Living in space is considerably more difficult than it is back on Earth. Everything is just that little bit more floaty, and whilst astronauts have an impressive arsenal of contraptions and railings to hang on to up there, it's inevitable that the general lack of gravity is going to hurt productivity. Using a biomimetic approach, NASA scientists are planning to give astronauts a new and highly versatile tool with which to manipulate the unruly microgravity environment.
The team at JPL were inspired in the design of the new anchors by the gecko. In the wild, the gecko has a natural aptitude for climbing thanks to a remarkable evolutionary trait – the reptile's feet are covered with millions of hairs that grip their target with what is known as van der Waals force.

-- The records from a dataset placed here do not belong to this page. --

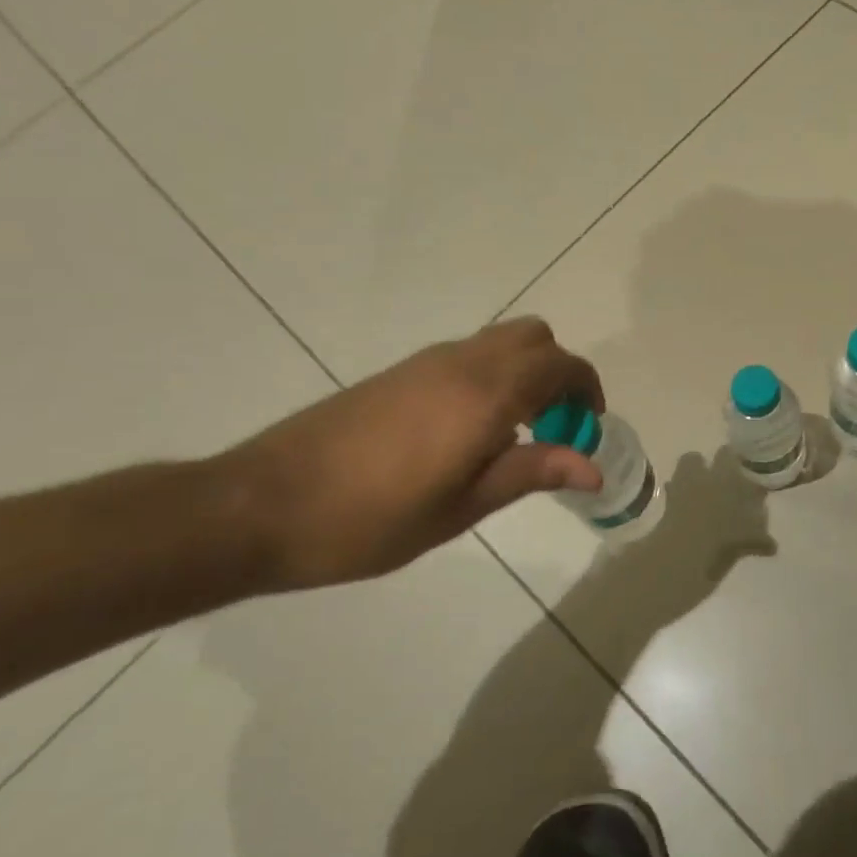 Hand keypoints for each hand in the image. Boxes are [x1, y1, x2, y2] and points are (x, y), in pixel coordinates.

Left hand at [222, 318, 604, 590]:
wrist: (262, 505)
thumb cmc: (371, 519)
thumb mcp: (461, 507)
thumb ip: (530, 472)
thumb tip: (595, 468)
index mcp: (484, 394)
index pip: (561, 365)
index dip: (587, 390)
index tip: (589, 429)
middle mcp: (461, 363)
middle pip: (535, 337)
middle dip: (559, 373)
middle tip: (554, 428)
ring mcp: (426, 363)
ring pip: (500, 342)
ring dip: (525, 373)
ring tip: (515, 436)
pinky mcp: (399, 372)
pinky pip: (469, 355)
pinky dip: (493, 376)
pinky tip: (468, 433)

The van der Waals force is an unusual quirk of physics that occurs when electrons orbiting the nuclei of an atom are unevenly distributed, creating an electric field with a positive and negative pole. This electric field creates a matching polarity in nearby molocules, forming a temporary adhesive effect between the gecko's feet and whatever they are touching.
By creating a synthetic material composed of tiny stalks much smaller than a human hair, scientists at JPL were able to mimic the gecko's impressive gripping abilities. The result is a powerful and flexible anchor that requires no mating technology, allowing them to be placed on any flat surface of the ISS and affixed by simply pushing together two components of the grip.
Three sizes of anchor have been created so far – 1 x 4 inches (2.5 x 10 cm), 2 x 6 inches (5 x 15 cm) and 3 x 8 inches (7.6 x 20 cm) – but the men and women at the JPL are starting to think of ever more ambitious applications for the technology. One possible application would be to use the gecko grippers to capture large pieces of space junk, such as the upper stages of launch vehicles or derelict satellites, as part of an effort to de-clutter low-Earth orbit.
The technology is also being considered for use on future satellite servicing missions, and one application even envisions using the grippers to allow robots, such as the agency's experimental Limbed Excursion Mechanical Utility Robot (LEMUR), to clamber over the hull of the ISS and future space stations undertaking servicing and making repairs.
"Lemur could be an astronaut's pet monkey," states JPL engineer Brett Kennedy, principal investigator for the robotic project. "It can perform tasks that are too small for astronauts to do easily. It's built to get into the nooks and crannies of a structure."
It is envisioned that the LEMUR will essentially be an all-purpose robot, designed with extreme flexibility in mind, and sporting limbs adaptable to numerous tasks. The robot's circular body makes the robot capable of moving in any direction without the need to re-orientate, and the all-terrain nature of the gecko grip could one day see LEMUR exploring the Martian landscape.